Like with climate change, combating loss of biodiversity will require efforts on all levels. Among other measures:
• Individuals can engage in seed saving, plant native plants on their properties, and advocate for native plantings in parks and on medians in their town. They can also advocate for urban in-fill to keep city sprawl (more) under control, which will leave more open spaces available for wildlife.
• Corporations can make voluntary choices around restoring land (even before they’ve stopped using a site); reducing likelihood of serious pollution events occurring; dedicating funding toward conservation; and reducing their carbon footprints.
• City and state governments can continue to permanently protect land in support of the 30 by 2030 goals; pass legislation that protects wildlife and wildlife habitat; and actively promote projects that restore degraded land.

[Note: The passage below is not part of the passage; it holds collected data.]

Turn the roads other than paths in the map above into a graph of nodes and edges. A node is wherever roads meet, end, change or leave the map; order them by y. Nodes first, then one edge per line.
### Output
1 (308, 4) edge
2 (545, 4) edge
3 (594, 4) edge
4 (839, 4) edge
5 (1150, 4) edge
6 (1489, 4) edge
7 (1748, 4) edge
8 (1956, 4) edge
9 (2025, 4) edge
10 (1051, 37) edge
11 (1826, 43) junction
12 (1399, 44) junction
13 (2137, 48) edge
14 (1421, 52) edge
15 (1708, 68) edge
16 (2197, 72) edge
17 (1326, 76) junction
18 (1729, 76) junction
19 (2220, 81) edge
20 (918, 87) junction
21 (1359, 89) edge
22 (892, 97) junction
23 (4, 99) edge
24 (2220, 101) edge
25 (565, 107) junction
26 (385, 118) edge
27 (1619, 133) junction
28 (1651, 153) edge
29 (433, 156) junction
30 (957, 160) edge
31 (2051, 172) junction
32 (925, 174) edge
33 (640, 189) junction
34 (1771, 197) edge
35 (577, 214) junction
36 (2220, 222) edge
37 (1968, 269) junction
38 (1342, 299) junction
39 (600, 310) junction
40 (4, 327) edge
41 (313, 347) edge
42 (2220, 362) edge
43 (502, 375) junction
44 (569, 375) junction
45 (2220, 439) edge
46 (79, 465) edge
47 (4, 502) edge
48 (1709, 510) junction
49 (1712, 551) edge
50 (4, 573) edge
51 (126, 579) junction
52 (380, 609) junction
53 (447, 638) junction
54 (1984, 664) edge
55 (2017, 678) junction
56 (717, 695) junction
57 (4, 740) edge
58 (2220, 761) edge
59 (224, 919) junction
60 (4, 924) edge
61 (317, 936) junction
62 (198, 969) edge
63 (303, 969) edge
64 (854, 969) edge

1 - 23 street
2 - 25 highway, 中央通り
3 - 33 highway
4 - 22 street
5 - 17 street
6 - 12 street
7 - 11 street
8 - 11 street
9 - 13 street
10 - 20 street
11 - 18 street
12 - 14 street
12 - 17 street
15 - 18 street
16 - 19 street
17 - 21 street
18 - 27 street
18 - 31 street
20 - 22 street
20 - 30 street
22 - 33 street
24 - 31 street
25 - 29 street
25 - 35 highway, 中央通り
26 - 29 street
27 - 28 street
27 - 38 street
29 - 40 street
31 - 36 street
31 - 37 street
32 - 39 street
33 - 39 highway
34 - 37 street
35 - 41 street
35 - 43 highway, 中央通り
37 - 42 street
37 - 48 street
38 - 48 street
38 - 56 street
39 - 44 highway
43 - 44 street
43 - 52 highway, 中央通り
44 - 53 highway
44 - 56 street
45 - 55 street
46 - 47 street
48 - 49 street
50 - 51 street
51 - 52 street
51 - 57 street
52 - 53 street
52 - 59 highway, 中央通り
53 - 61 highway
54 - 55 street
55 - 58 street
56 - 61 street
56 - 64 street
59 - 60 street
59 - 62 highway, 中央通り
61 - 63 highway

• State and federal governments can build on already permanently protected lands; fund projects that restore degraded land; return lands to Indigenous folks; incentivize large corporations to take up biodiversity and land restoration initiatives; train and fund individuals and organizations to protect species of concern; and prioritize infrastructure initiatives that provide wildlife crossings, encourage green rooftops and wildlife corridors, emphasize renewable energy, and more.
We must also recognize how much we don’t know. For instance, we know very little about pollinators or the act of pollination—and therefore can’t necessarily realize which pollinators are actually pollinating any given plant and which pollinators might just be visiting that plant without participating in the act of pollination. That also means we don’t necessarily recognize loss of biodiversity that will have lasting ramifications—and that often our focus is on a narrow set of species (i.e. bees, or even just honey bees rather than the wide variety of pollinators that exist).
By recognizing that there’s a lot we still don’t know, we can move forward humbly with research—including research produced by citizen-scientists—and we work to cultivate a world that supports more diversity of life.